Atualmente, dedica-se ao trato da geração de energia elétrica com total ênfase à Célula a Combustível (www.celulaacombustivel.com.br) e às tecnologias do hidrogênio. Além disso, o pesquisador está acompanhando e opinando, junto ao Ministério de Minas e Energia, sobre o Roteiro Para a Política Brasileira do Hidrogênio e ministra cursos práticos com a tecnologia e palestras abordando Os Veículos do Futuro, A Sociedade e As Empresas da Nova Era da Energia Baseada no Hidrogênio, Energias Renováveis e Células a Combustível.
Autor do livro Hidrogênio, Evoluir Sem Poluir: a era do hidrogênio, das energias renováveis e das células a combustível (240 pág.), ele faz no trabalho uma apaixonante abordagem sobre o futuro que se aproxima, prometendo profundas mudanças na humanidade e anunciando o fim da Era do Petróleo e o início da Era do Hidrogênio e das Fontes Renováveis de Energia.
“Serão inúmeras as mudanças que irão influenciar o dia-a-dia das pessoas, até mesmo no melhor relacionamento entre os países: carros sem emissão de gases poluentes ou poluição sonora, geração de energia em casa, fim da disputa pelo petróleo e as conseqüentes guerras e melhora do meio-ambiente”, antecipa o cientista, entre uma infinidade de novidades surpreendentes.
No livro, exposto na Bienal no Rio de Janeiro, a amplitude da abordagem permite suprir de informações e novidades tanto o expert quanto o curioso, usando uma linguagem simples, porém com profundidade, além de procurar motivar os estudantes a fazer parte da escrita desta nova história.
Abrindo a série de entrevistas que serão disponibilizadas a cada domingo, Emilio Hoffmann Gomes Neto conversou com ambientebrasil.
ambientebrasil - Como o senhor se envolveu com pesquisa de célula combustível?

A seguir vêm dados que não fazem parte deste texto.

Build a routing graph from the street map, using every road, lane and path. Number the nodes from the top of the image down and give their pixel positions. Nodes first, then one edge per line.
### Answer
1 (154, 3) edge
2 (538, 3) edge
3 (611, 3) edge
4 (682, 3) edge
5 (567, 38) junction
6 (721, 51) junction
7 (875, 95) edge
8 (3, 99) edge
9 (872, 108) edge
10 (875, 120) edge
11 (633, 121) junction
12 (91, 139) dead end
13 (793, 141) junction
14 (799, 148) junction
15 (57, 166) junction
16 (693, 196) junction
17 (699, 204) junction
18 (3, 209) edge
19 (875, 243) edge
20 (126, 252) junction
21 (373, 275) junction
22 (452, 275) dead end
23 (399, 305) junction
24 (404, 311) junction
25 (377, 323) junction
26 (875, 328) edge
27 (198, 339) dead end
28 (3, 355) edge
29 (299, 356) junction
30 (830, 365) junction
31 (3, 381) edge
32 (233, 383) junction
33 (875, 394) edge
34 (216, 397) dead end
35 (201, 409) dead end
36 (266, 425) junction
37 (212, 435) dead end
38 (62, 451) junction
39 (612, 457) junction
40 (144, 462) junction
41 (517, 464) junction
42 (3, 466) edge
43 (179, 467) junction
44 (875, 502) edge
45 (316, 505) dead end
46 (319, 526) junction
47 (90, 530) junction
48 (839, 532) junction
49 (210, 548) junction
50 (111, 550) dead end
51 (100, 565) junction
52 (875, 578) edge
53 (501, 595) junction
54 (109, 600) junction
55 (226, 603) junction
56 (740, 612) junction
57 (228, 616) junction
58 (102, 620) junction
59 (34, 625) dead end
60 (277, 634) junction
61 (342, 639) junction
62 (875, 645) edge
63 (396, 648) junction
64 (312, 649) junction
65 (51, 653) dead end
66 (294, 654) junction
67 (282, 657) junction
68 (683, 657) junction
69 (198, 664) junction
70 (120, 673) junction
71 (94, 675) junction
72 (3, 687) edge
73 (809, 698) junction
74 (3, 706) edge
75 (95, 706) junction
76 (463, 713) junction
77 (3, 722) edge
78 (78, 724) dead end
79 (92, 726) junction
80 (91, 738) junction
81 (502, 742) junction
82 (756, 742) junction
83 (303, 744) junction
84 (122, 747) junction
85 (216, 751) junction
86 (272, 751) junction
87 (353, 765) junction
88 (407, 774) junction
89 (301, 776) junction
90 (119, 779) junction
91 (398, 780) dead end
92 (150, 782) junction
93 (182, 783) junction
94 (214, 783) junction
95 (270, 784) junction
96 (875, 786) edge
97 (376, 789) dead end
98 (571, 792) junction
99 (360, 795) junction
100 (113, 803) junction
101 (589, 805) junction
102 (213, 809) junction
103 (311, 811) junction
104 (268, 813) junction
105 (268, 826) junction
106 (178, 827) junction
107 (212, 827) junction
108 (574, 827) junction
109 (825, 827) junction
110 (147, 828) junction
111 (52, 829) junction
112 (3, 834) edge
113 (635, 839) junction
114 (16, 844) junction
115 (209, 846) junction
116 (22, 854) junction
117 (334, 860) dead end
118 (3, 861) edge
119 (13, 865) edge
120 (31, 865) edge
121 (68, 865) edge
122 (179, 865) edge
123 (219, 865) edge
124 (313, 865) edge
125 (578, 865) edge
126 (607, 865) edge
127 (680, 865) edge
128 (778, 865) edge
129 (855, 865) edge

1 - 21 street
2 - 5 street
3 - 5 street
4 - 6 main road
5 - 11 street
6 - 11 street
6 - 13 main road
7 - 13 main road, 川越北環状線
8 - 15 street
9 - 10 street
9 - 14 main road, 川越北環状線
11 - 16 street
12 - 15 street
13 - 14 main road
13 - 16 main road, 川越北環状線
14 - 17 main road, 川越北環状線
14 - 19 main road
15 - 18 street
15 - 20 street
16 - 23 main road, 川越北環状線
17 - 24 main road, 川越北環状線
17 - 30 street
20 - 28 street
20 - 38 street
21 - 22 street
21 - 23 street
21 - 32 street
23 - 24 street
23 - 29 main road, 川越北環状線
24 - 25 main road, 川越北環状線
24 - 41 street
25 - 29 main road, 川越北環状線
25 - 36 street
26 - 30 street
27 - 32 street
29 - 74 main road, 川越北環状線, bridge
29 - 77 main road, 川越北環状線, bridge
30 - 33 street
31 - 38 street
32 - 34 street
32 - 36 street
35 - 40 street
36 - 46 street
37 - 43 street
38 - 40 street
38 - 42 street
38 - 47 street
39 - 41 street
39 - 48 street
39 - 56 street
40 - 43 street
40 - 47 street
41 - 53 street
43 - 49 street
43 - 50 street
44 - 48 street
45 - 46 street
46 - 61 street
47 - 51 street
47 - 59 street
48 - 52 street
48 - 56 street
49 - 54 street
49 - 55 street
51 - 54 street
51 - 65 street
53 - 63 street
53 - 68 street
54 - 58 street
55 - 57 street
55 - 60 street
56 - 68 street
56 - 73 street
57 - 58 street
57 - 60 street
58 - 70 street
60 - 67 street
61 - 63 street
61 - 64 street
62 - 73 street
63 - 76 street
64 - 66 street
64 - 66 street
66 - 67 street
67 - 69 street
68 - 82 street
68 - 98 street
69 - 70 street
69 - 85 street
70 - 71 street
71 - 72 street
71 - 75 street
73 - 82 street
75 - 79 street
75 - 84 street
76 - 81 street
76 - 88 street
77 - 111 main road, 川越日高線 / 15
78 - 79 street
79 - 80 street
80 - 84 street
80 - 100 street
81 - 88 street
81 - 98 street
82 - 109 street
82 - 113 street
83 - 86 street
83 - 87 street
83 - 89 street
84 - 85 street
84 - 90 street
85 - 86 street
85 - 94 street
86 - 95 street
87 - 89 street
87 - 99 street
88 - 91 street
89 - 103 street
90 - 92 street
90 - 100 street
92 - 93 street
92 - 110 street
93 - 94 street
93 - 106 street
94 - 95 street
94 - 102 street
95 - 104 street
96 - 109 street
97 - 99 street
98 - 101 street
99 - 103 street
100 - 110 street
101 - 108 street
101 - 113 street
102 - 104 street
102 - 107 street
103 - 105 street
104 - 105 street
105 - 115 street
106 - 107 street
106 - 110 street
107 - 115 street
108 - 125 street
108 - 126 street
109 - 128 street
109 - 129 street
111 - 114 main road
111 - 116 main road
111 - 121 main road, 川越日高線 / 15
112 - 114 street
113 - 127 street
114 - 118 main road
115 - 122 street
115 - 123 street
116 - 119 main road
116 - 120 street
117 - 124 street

Emilio Hoffmann Gomes Neto - Há cinco ou seis anos, eu trabalhei em uma empresa especializada em geração de energia distribuída, próximo ao local de consumo. E entre as empresas que ela representava aqui no Brasil, dessa tecnologia existia uma empresa canadense que oferecia termogeradores e também célula a combustível. Só que, nessa época, o presidente da empresa em que trabalhava, NewmarEnergia, disse que a célula combustível seria para daqui a 10 anos e eu me interessei, para saber o que era essa tecnologia, de que pouco se falava aqui no Brasil. E que até mundialmente ainda estava engatinhando.
ambientebrasil - De que maneira os estudos avançaram?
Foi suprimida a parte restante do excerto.